╭─ EXERCISE DATA

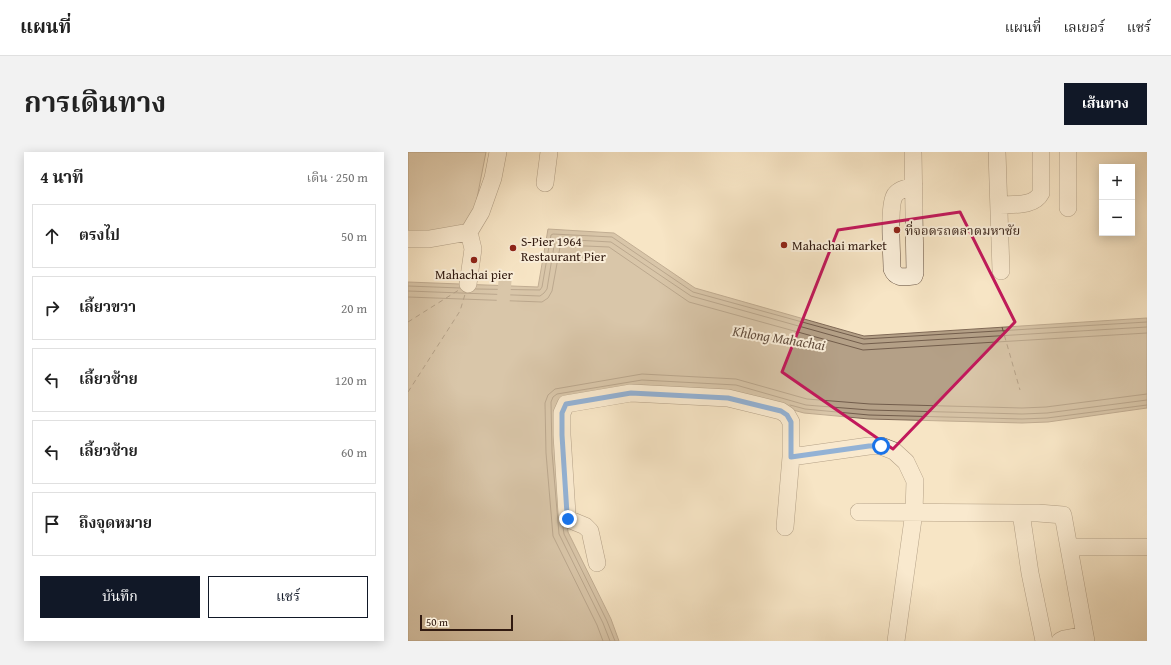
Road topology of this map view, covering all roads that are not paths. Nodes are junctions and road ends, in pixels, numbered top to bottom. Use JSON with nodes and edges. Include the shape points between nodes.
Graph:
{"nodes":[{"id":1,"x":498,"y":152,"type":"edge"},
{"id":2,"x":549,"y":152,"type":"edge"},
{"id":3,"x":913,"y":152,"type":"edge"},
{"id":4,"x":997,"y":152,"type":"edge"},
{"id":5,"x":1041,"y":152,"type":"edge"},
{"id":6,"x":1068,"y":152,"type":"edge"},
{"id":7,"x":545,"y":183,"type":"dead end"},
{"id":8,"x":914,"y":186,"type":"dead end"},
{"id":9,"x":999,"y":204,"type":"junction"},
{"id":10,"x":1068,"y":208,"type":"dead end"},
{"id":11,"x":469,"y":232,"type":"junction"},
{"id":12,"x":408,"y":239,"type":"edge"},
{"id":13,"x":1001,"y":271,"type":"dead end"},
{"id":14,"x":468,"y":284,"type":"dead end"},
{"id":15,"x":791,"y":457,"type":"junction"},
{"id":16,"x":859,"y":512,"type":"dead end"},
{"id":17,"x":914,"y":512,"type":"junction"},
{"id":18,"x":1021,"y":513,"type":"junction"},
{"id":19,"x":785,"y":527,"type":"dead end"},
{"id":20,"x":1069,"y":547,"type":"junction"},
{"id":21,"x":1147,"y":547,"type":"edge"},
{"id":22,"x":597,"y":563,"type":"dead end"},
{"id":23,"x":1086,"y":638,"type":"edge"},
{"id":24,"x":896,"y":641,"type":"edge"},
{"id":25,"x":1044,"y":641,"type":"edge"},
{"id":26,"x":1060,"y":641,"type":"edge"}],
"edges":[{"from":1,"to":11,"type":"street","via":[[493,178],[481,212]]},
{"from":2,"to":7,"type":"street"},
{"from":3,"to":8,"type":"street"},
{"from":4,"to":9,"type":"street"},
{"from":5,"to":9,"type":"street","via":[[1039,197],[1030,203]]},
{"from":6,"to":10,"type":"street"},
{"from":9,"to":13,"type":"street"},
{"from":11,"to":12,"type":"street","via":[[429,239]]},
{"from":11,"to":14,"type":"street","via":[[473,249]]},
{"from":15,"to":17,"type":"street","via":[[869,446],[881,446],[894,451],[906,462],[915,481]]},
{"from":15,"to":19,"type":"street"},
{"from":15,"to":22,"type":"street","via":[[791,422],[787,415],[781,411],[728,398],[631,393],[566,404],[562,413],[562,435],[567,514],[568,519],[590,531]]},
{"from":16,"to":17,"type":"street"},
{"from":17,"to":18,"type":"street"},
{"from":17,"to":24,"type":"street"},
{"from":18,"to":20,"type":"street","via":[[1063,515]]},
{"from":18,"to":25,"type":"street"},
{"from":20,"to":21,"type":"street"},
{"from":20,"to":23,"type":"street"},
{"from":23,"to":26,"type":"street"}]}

╰─

■ WHAT NEEDS TO BE DONE:
The answer is a count and nothing more: lines above that contain "nodes".

■ RESULT FOR THIS EXERCISE:
2